When mainstream media consisted of the printed page, and most people were illiterate, the church gained converts primarily by sending volunteers out into different parts of the world to persuade the native populations they encountered. God usually sides with the biggest battalion, and the crusaders weren't always successful, but they've mostly prevailed over time. Despite that, they still keep up the battle. The methods are more subtle now, but still pretty destructive to the societies in which they've infiltrated and make laws to suit their religious agenda.

Freehold, Iowa, home to Landover Baptist, is perhaps the most evolved example of the new Crusade.

The Church of England, anxious to show its relevance in the 21st century, has begun a campaign to raise the awareness of Jesus Christ and it looks like they've taken a page from the Landover Baptist godly media handbook.

Instead of religion at the point of a sword, they're simply trying to make Jesus Christ seem more human, they claim.
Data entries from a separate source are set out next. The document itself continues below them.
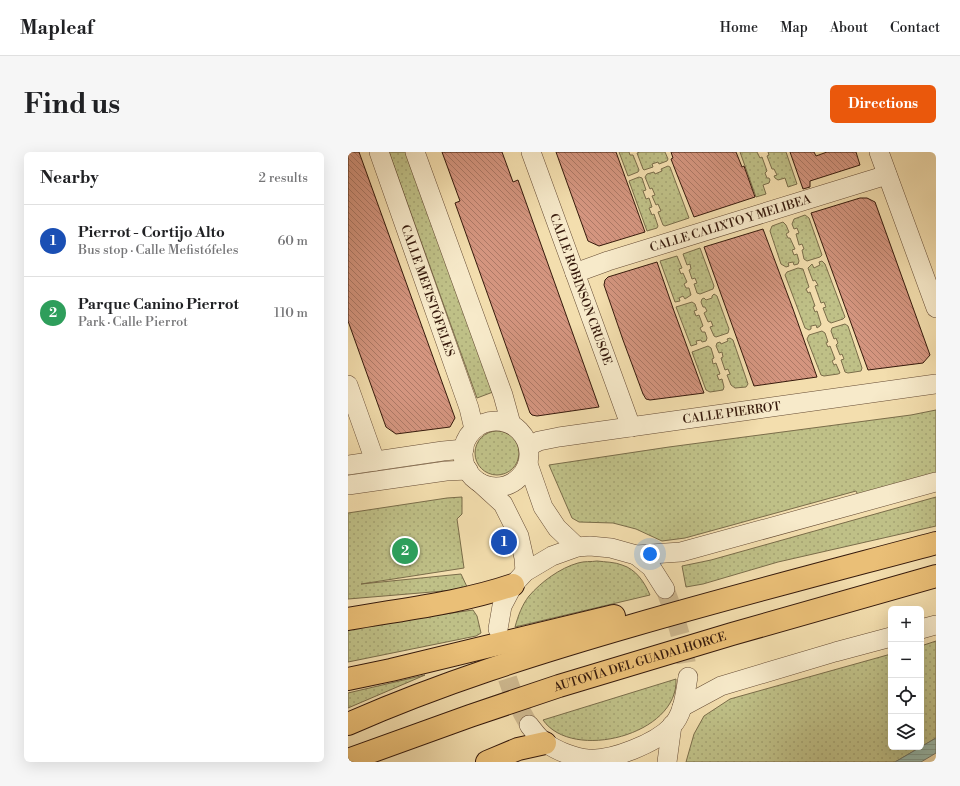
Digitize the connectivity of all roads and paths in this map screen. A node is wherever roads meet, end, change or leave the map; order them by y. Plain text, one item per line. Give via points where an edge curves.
1 (379, 152) edge
2 (415, 152) edge
3 (531, 152) edge
4 (879, 152) edge
5 (887, 175) junction
6 (575, 273) junction
7 (936, 308) edge
8 (936, 384) edge
9 (348, 385) edge
10 (511, 424) junction
11 (631, 427) junction
12 (474, 429) junction
13 (464, 449) junction
14 (528, 455) junction
15 (375, 461) junction
16 (348, 465) edge
17 (472, 475) junction
18 (936, 482) edge
19 (348, 485) edge
20 (936, 543) edge
21 (577, 547) junction
22 (636, 555) junction
23 (936, 576) edge
24 (519, 578) junction
25 (665, 589) tunnel mouth
26 (736, 596) junction
27 (380, 613) junction
28 (348, 614) edge
29 (348, 618) edge
30 (936, 625) edge
31 (924, 628) edge
32 (498, 629) tunnel mouth
33 (888, 638) edge
34 (688, 677) tunnel mouth
35 (348, 678) edge
36 (682, 707) junction
37 (348, 724) edge
38 (529, 725) tunnel mouth
39 (672, 725) junction
40 (545, 743) junction
41 (384, 748) junction
42 (348, 760) edge
43 (591, 761) edge
44 (365, 762) edge
45 (487, 762) edge
46 (667, 762) edge

1 - 12 street, CALLE MEFISTÓFELES via 469,408
2 - 10 street via 503,395
3 - 6 street, CALLE ROBINSON CRUSOE
4 - 5 street
5 - 6 street, CALLE CALIXTO Y MELIBEA
5 - 7 street
6 - 11 street, CALLE ROBINSON CRUSOE
8 - 11 street, CALLE PIERROT
9 - 15 street
10 - 12 street via 498,421
10 - 14 street via 522,433
11 - 14 street, CALLE PIERROT via 539,441
12 - 13 street via 467,438
13 - 15 street
13 - 17 street via 464,460
14 - 17 street via 523,473 506,485 485,484
14 - 21 street via 543,507 557,528
15 - 16 street
17 - 19 street via 446,471
17 - 24 street via 503,504 519,536 524,558
18 - 22 street via 681,552
20 - 26 highway
21 - 22 street via 611,548
21 - 24 street via 552,556
22 - 25 street via 651,567
23 - 41 highway, AUTOVÍA DEL GUADALHORCE via 740,631 559,686
24 - 27 highway via 486,594 437,605
24 - 32 street via 502,606
26 - 35 highway via 690,597 391,670
26 - 37 highway via 548,650 404,700
27 - 28 highway
27 - 29 highway
30 - 31 street
33 - 36 street via 721,686
34 - 36 street
36 - 39 street
38 - 40 street
39 - 43 street via 654,739 634,749
39 - 46 street
40 - 43 street
40 - 45 highway via 518,749
41 - 42 highway, AUTOVÍA DEL GUADALHORCE
41 - 44 highway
Church leaders admit the controversial campaign by Christian media group ChurchAds.net won't be to everyone’s taste, but hope it will make the Christmas story appeal to the younger generation, which, evidently, is amused by a doll that wees.

The previous year's campaign didn't resonate with the target audience either.

Arun Arora, the Church of England’s communications director, said: "We need to be re-telling the story of Christ’s birth in ways which engage creatively and positively with the public’s interest."

We suggest they try again: And skip the adolescent years.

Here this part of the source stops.